Bila dikaji lebih jauh, rumpun jabatan ini akan terkait erat dengan jabatan fungsional sesuai premis dasar tersebut diatas, yaitu bahwa jabatan fungsional adalah gambaran dari tugas dan fungsi yang spesifik dari organisasi kementerian dan lembaga. Jadi bisa diwacanakan atau diteliti lagi misalnya Jabfung Teknik Jalan dan Jembatan, Teknik Pengairan, Teknik Penyehatan Lingkungan, dan Teknik Tata Bangunan dan Perumahan untuk diusulkan masuk ke Rumpun Jabfung Pekerjaan Umum. Atau mungkin saja tidak perlu kategorisasi rumpun?
3. Jabatan Fungsional Umum. Mereka yang karena berbagai alasan birokrasi tidak dapat menduduki jabfung tertentu yang sudah ada, dapat dimasukkan pada jabfung umum ini. Jadi jabfung umum adalah kategori 'tong sampah'. Mengapa harus ada jabatan fungsional semacam ini? secara sederhana CPNS/PNS baru biasanya diangkat ke dalam jabatan ini. Karena untuk didudukkan ke dalam jabatan fungsional tertentu, harus memenuhi hal-hal yang dipersyaratkan. Pertanyaannya mengapa mereka tidak dapat langsung ditempatkan pada jabatan fungsional tertentu?
Atau hapuskan saja nomenklatur jabfung umum ini karena dapat berdampak 'mengganggu' pada jabatan fungsional tertentu.
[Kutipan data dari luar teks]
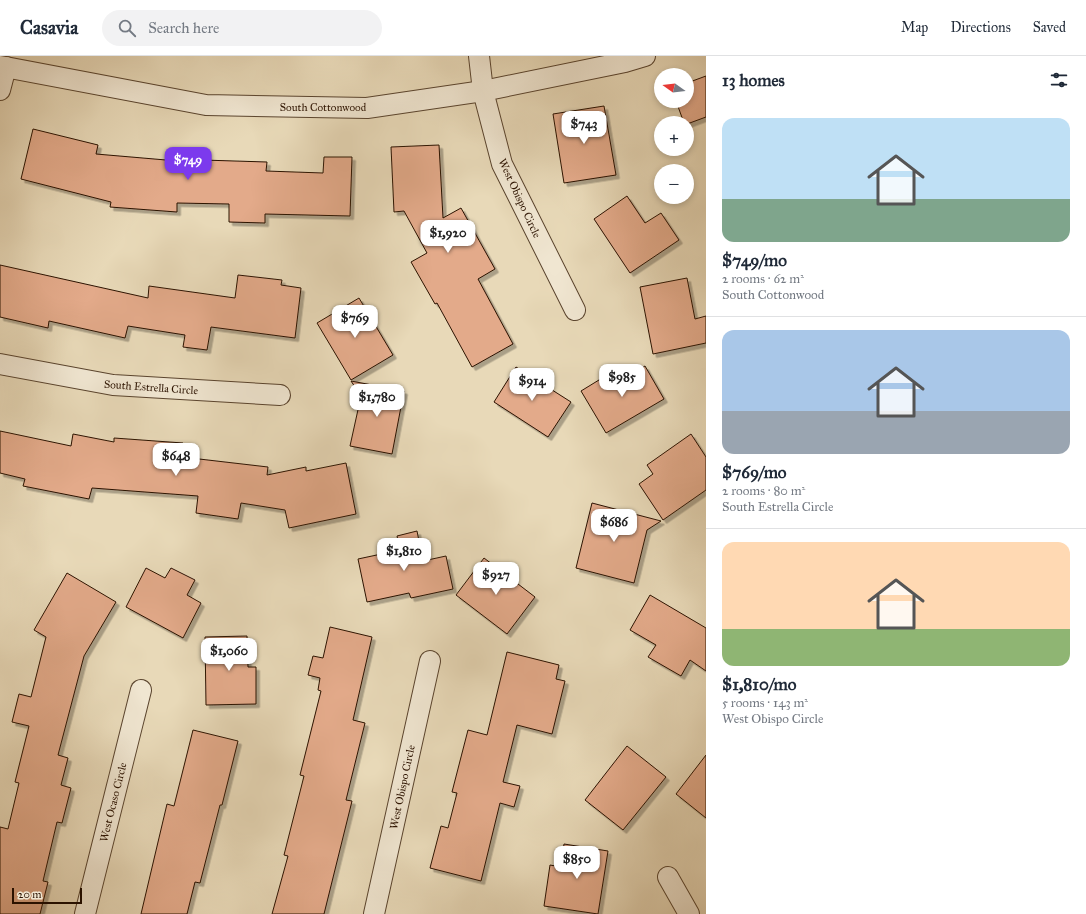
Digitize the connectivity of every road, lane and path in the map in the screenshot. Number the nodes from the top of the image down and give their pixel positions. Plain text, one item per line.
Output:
1 (479, 56) edge
2 (645, 56) edge
3 (3, 66) edge
4 (0, 90) edge
5 (483, 90) junction
6 (575, 310) dead end
7 (0, 364) edge
8 (280, 395) dead end
9 (430, 660) dead end
10 (141, 690) dead end
11 (668, 877) dead end
12 (85, 914) edge
13 (374, 914) edge
14 (689, 914) edge

1 - 5 street, West Obispo Circle
2 - 5 street, South Cottonwood
3 - 4 street
3 - 5 street, South Cottonwood
5 - 6 street, West Obispo Circle
7 - 8 street, South Estrella Circle
9 - 13 street, West Obispo Circle
10 - 12 street, West Ocaso Circle
11 - 14 street

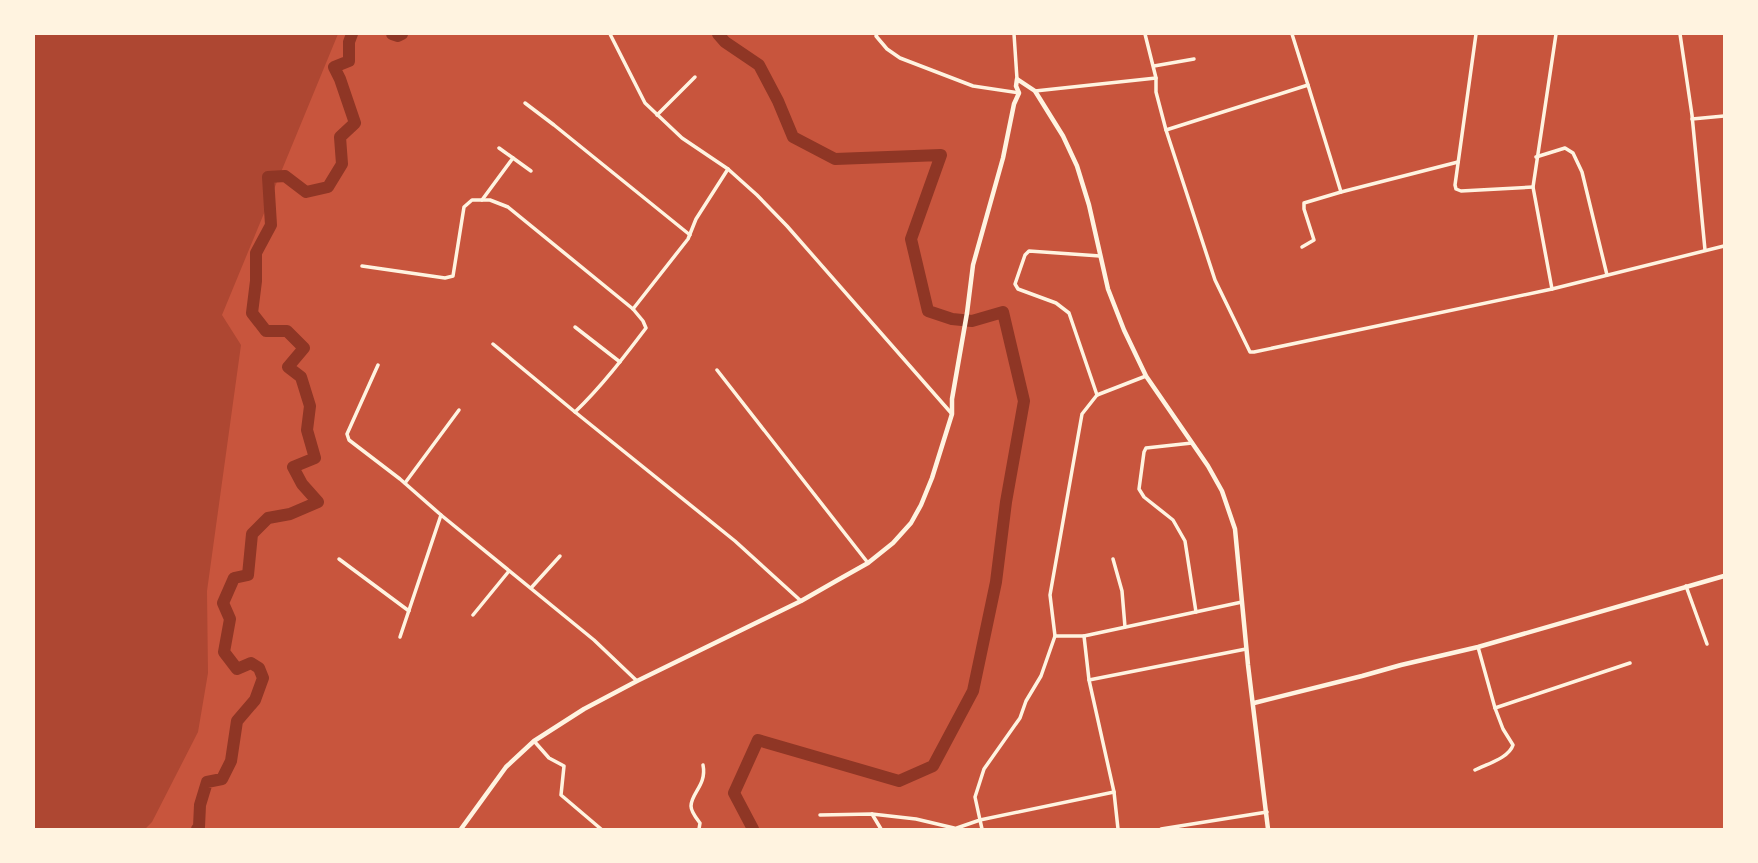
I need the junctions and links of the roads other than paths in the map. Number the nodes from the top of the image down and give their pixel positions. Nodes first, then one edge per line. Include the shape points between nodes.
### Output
1 (610, 34) edge
2 (877, 34) edge
3 (1014, 34) edge
4 (1145, 34) edge
5 (1292, 34) edge
6 (1476, 34) edge
7 (1556, 34) edge
8 (1680, 34) edge
9 (1194, 59) dead end
10 (1154, 66) junction
11 (695, 77) dead end
12 (1156, 78) junction
13 (1017, 79) junction
14 (1308, 85) junction
15 (1035, 91) junction
16 (1019, 93) junction
17 (525, 103) dead end
18 (656, 115) junction
19 (1724, 116) edge
20 (1692, 119) junction
21 (1166, 130) junction
22 (499, 148) dead end
23 (1536, 157) junction
24 (514, 158) junction
25 (1458, 162) junction
26 (728, 169) junction
27 (531, 171) dead end
28 (1533, 187) junction
29 (1341, 192) junction
30 (482, 200) junction
31 (690, 235) junction
32 (1724, 246) edge
33 (1302, 247) dead end
34 (1706, 250) junction
35 (1100, 256) junction
36 (362, 266) dead end
37 (1607, 275) junction
38 (1552, 289) junction
39 (633, 309) junction
40 (574, 328) dead end
41 (493, 344) dead end
42 (620, 362) junction
43 (378, 365) dead end
44 (716, 370) dead end
45 (1146, 376) junction
46 (1097, 395) junction
47 (459, 410) dead end
48 (575, 412) junction
49 (952, 414) junction
50 (1192, 443) junction
51 (405, 483) junction
52 (441, 515) junction
53 (560, 556) dead end
54 (339, 559) dead end
55 (1113, 559) dead end
56 (868, 563) junction
57 (509, 571) junction
58 (1724, 576) edge
59 (1686, 586) junction
60 (531, 588) junction
61 (801, 601) junction
62 (1242, 602) junction
63 (409, 611) junction
64 (1196, 612) junction
65 (473, 615) dead end
66 (1125, 627) junction
67 (1055, 636) junction
68 (1084, 636) junction
69 (400, 638) dead end
70 (1707, 644) dead end
71 (1478, 648) junction
72 (1246, 650) junction
73 (1630, 663) dead end
74 (1089, 680) junction
75 (637, 681) junction
76 (1254, 703) junction
77 (1495, 708) junction
78 (534, 741) junction
79 (703, 765) dead end
80 (1475, 770) dead end
81 (1114, 792) junction
82 (1267, 812) junction
83 (872, 814) junction
84 (820, 815) dead end
85 (980, 820) junction
86 (461, 829) edge
87 (601, 829) edge
88 (699, 829) edge
89 (881, 829) edge
90 (954, 829) edge
91 (982, 829) edge
92 (1118, 829) edge
93 (1161, 829) edge
94 (1268, 829) edge

1 - 18 street via 645,103
2 - 16 street via 886,49 900,58 973,86
3 - 13 street
4 - 10 street
5 - 14 street
6 - 25 street
7 - 23 street
8 - 20 street
9 - 10 street
10 - 12 street
11 - 18 street
12 - 15 street
12 - 21 street via 1156,92
13 - 15 street
13 - 16 street
14 - 21 street
14 - 29 street
15 - 35 street via 1063,136 1077,166
16 - 49 street via 973,265 952,399
17 - 31 street
18 - 26 street via 682,138
19 - 20 street
20 - 34 street
21 - 38 street via 1216,280 1250,352
22 - 24 street
23 - 28 street
23 - 37 street via 1565,148 1573,153 1582,172
24 - 27 street
24 - 30 street
25 - 28 street via 1455,185 1456,189 1461,191
25 - 29 street
26 - 31 street via 696,219
26 - 49 street via 787,226
28 - 38 street
29 - 33 street via 1304,203 1314,237 1313,242
30 - 36 street via 472,200 464,207 453,276 444,278
30 - 39 street via 490,200 508,207
31 - 39 street
32 - 34 street
34 - 37 street
35 - 45 street via 1108,289
35 - 46 street via 1029,251 1025,255 1015,284 1018,289 1056,303 1069,313
37 - 38 street
39 - 42 street via 644,320 646,328
40 - 42 street
41 - 48 street
42 - 48 street
43 - 51 street via 347,434 349,440
44 - 56 street
45 - 46 street
45 - 50 street
46 - 67 street via 1082,414 1050,595
47 - 51 street
48 - 61 street via 735,541
49 - 56 street via 932,478 911,523 893,543
50 - 62 street via 1222,491 1230,513 1235,530
50 - 64 street via 1146,448 1139,489 1144,498 1173,520 1185,541
51 - 52 street
52 - 57 street
52 - 63 street
53 - 60 street
54 - 63 street
55 - 66 street via 1122,591
56 - 61 street
57 - 60 street
57 - 65 street
58 - 59 street
59 - 70 street
59 - 71 street
60 - 75 street via 594,640
61 - 75 street
62 - 64 street
62 - 72 street
63 - 69 street
64 - 66 street
66 - 68 street
67 - 68 street
67 - 85 street via 1041,676 1026,701 1020,718 984,769 975,797
68 - 74 street
71 - 76 street via 1408,663
71 - 77 street
72 - 74 street
72 - 76 street
73 - 77 street
74 - 81 street
75 - 78 street via 584,709
76 - 82 street
77 - 80 street via 1513,745 1505,755
78 - 86 street via 506,767
78 - 87 street via 549,758 564,766 561,795
79 - 88 street via 703,780 691,804 692,811 700,823
81 - 85 street
81 - 92 street
82 - 93 street
82 - 94 street
83 - 84 street
83 - 89 street
83 - 90 street via 916,819
85 - 90 street
85 - 91 street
Atau ubah nomenklaturnya menjadi 'jabatan umum' saja (bukan struktural dan bukan jabfung tertentu).
4. Jabatan Fungsional dan Ketersediaan Formasi. Jabatan fungsional terkait sekali dengan ketersediaan formasi dalam organisasi. Jangan harapkan seorang pejabat fungsional golongan pangkat III/b dapat naik ke golongan III/c bila tidak ada formasi untuk jabfung dengan golongan pangkat tersebut dalam organisasinya. Untuk naik, mereka harus mengajukan pindah organisasi. Ini juga sulit. Birokratis. Tidak bisa otomatis. Ini hanya menunjukkan bahwa jabfung yang ada saat ini memiliki persyaratan birokratis yang seringkali kompleks dan menyulitkan, lagi misalnya, syarat untuk menjadi Peneliti harus didaftarkan ke LIPI dan harus mengikuti kursus yang diadakan oleh LIPI. Mengapa harus ke LIPI, mengapa tidak langsung ke BKN saja, dan mengapa kursusnya tidak di UI saja atau ITB atau perguruan tinggi lainnya. Bukankah ada beberapa jabfung yang sudah diselenggarakan di perguruan tinggi seperti misalnya Jabfung Perencana. Pertanyaan berikutnya adalah mengapa membuat persyaratan 'intake' jabfung yang rumit, bukankah setelah proses rekruit CPNS/PNS memang seharusnya dibina ke dalam jabatan fungsional/struktural oleh masing-masing K/L. Atau memang intake CPNS untuk jabfung seperti peneliti sebaiknya dilakukan oleh LIPI saja dan K/L tinggal 'terima bersih' dari LIPI, intake CPNS untuk formasi perekayasa dilakukan oleh BPPT, dan K/L cukup 'terima bersih' juga.